Gender-neutral terms for 'mother', 'father' and 'breast milk' are now being introduced at the first maternity wards. How does it work – and what's behind it?

England is leading the way in LGBT matters: Sussex and Brighton University Hospitals are encouraging their employees to use gender-neutral language in maternity wards to honor the diversity of their patients. New terms have even been created so that transsexual women in labor also feel addressed and belonging.

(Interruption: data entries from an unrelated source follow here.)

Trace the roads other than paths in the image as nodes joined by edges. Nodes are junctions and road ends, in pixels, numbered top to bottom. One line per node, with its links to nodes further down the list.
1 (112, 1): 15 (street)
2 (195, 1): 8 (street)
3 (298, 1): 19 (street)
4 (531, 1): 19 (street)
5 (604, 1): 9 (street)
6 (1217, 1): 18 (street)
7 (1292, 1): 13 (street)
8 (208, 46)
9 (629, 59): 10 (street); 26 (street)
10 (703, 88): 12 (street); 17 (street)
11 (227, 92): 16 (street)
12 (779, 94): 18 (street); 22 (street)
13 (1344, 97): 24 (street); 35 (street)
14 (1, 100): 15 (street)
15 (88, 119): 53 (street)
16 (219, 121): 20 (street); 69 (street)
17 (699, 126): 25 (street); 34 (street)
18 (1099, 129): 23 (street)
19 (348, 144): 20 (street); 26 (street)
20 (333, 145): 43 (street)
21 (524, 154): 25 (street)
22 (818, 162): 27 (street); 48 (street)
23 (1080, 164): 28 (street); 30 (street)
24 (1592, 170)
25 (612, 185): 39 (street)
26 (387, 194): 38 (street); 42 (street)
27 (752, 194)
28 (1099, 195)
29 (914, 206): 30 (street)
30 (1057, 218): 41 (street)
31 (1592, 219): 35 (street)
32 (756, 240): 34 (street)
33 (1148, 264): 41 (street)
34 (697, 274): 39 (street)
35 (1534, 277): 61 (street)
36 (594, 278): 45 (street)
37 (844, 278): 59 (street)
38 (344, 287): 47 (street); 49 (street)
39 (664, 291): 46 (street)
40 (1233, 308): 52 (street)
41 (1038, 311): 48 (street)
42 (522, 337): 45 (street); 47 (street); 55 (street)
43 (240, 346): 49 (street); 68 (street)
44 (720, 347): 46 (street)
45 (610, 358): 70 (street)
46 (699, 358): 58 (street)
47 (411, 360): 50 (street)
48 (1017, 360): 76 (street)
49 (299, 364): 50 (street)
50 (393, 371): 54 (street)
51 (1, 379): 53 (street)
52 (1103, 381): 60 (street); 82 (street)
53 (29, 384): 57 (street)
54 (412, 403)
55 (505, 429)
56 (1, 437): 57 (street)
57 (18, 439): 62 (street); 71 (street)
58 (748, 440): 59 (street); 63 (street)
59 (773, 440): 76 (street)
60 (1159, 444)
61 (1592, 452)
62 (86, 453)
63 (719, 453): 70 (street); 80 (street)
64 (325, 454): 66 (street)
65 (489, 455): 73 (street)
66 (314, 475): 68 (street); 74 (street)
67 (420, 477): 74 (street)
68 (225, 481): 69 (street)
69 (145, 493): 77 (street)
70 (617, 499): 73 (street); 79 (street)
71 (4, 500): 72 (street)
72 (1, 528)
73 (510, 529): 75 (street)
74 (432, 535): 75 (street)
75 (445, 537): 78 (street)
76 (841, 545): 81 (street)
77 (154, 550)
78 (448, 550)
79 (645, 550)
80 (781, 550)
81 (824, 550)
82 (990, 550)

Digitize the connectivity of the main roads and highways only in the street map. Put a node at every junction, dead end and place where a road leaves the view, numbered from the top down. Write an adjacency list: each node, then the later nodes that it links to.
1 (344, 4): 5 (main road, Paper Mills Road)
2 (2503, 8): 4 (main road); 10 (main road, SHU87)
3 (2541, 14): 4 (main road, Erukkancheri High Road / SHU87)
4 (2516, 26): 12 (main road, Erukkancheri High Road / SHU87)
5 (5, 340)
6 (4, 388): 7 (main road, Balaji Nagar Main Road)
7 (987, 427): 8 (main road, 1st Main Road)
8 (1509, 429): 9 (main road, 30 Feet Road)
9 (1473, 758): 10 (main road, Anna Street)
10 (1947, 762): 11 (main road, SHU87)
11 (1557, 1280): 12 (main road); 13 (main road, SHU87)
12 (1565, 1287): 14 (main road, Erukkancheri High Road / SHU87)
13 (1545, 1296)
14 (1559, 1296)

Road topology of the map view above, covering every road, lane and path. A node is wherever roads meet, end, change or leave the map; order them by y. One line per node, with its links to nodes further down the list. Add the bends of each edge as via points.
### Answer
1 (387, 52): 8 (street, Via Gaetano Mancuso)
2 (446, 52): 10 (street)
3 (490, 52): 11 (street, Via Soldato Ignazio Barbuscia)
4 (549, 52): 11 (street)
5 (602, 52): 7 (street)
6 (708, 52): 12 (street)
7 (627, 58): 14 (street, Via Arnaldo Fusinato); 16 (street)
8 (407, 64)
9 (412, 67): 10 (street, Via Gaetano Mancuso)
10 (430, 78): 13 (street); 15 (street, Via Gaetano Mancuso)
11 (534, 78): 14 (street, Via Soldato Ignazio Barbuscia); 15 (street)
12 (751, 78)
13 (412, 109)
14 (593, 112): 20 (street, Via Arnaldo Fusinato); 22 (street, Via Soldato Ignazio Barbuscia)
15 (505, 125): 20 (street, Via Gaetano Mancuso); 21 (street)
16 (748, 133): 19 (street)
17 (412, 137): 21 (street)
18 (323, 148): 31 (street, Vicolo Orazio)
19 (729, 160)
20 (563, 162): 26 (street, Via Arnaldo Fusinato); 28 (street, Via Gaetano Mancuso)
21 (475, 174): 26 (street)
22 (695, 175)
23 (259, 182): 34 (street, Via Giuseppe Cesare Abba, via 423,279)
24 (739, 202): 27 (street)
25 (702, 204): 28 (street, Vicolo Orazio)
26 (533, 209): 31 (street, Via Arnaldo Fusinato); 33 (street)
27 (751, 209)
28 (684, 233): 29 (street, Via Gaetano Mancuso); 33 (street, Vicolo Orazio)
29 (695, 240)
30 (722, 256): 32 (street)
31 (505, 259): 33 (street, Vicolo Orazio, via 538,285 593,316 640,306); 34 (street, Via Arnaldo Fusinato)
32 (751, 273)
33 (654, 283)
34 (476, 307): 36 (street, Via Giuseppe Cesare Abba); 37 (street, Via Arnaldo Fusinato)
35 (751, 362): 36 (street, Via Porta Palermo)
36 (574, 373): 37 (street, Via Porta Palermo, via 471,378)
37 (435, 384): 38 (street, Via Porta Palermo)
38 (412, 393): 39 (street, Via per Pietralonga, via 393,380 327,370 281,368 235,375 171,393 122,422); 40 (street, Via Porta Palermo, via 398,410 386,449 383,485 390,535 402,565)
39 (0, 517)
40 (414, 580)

'Breast milk' becomes 'human milk'

Doctors, nurses and midwives should now also use trans-friendly terms in addition to the conventional ones: "person" instead of "woman", "birthing parent" instead of "mother". The word "breastmilk" can be replaced by "human milk" or "milk from the feeding parent". "Parent" or "co-parent" is intended to serve as an alternative for "father".

Non-discriminatory wording is also finding its way into antenatal courses and all other appointments where parents come together. If it is clear that those present are exclusively CIS women and CIS men, one could stick to the conventional terms, according to the recommendation of the clinics. CIS women and men are people who identify with the gender they were assigned at birth.

With language against exclusion

As the newspaper "Metro" reports, it is hoped that the measures will "quickly end the historical exclusion of trans- and non-binary people in the maternity wards". Brighton is the British “trans capital” – a corresponding number of LGBT people have children here: trans men, for example, who were born with a female body and did not have an operation. Conversely, women born with a male body can father children. One would like to include all of them linguistically.

Although the clinics expressly recommend using the usual language for women in addition to gender-neutral terms in order to adequately address them, the protest was not long in coming: The "Times" railed that the "language police" should now "women" to erase "wool.